Нельзя себе представить того впечатления, какое эти слова произвели на розенкрейцеров. Будто гром ударил над ними, будто вековые стены старого замка обрушились и придавили их. Все эти мудрецы и сам стодесятилетний старец, вмещавший в себе всю мудрость тысячелетий жизни человечества, в первый раз остановились на мысли о счастье и несчастье. Все они почувствовали в словах Захарьева-Овинова громадное, роковое значение и поняли, поняли всем существом своим, что прожили всю жизнь, не зная, что такое счастье, никогда не испытав его, никогда даже о нем не подумав. Весь ужас, наполнявший душу Захарьева-Овинова и вырывавшийся из этой измученной, так недавно еще холодной, но теперь горевшей неугасимым огнем души, передался им. И все они сидели неподвижно, как зачарованные, глядя в метавшие искры глаза великого розенкрейцера и ожидая нового, страшного удара.
XVIII
– Сын мой, – выговорил наконец Ганс фон Небельштейн, – в словах твоих заключается такая бесконечность отчаяния и такое тяжкое обвинение всем нам, и прежде всех мне, что я даже не могу себе представить, как подобные слова прозвучали под этими сводами… От кого мы их услышали?! Ведь мы не авгуры, морочившие народ… Наши знания – не обман, не шарлатанство… А если мы обладаем действительными познаниями, скрытыми от других людей, если мы наследники и носители всей мудрости человечества, то ведь в этой мудрости, в этом знании и заключается все высшее счастье, какое способен вмещать в себя и испытывать человек, находящийся в теле…

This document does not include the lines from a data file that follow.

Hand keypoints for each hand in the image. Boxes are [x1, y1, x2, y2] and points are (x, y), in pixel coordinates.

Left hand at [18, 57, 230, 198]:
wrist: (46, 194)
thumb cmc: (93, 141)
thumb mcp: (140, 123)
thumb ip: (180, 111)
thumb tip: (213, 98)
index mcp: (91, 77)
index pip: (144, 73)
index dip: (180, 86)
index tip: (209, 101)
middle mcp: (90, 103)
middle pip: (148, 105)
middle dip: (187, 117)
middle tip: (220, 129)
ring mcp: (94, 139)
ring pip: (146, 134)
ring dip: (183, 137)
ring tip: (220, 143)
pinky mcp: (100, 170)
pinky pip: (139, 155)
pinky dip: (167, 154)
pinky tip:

– Отец, мы не раз говорили обо всем этом, и теперь нечего повторять старое и известное, – перебил Захарьев-Овинов. – Отвечайте мне все прямо, ибо вопрос мой – не пустой вопрос и на него не может быть условного ответа: счастливы ли вы?
– Да, мы счастливы! – ответили розенкрейцеры, стараясь вложить в этот ответ как можно больше убедительности и спокойствия. Их «старание», конечно, не ускользнуло от пристального взгляда Захарьева-Овинова, и едва заметная печальная усмешка скользнула по губам его.
– Разберем ваше счастье, – сказал он.
Все сидели теперь как-то уныло, будто осужденные, и тревога выражалась во всех взглядах, обращенных на великого розенкрейцера.
– Брат мой, Роже Левек! – воскликнул он, приближаясь к скромному французу и кладя ему руку на плечо. – Итак, ты счастлив?! Упорным многолетним трудом, проводя бессонные ночи за древними книгами и манускриптами и впиваясь пытливым умом в тайный смысл символов, ты достиг больших знаний. Ты понял единство природы, и, сделав из этого единства вывод о возможности производить чистое золото из низших металлов, ты с помощью нашего великого учителя (он указал на старца) приступил к «деланию». Ты начал с алхимической работы над самим собою, а потому безошибочно добыл то чудное, первобытное вещество, того символического «красного льва», крупинка которого легко может превратить в чистое золото огромный кусок железа. Перед тобой открыты тайны видения в астральном свете, чтения и направления чужих мыслей. В твоих руках истинная власть, и ты… ты по-прежнему сидишь в своей пыльной лавочке букиниста и ешь свой салат в таверне и подвергаешься презрительному обращению каждого нахала…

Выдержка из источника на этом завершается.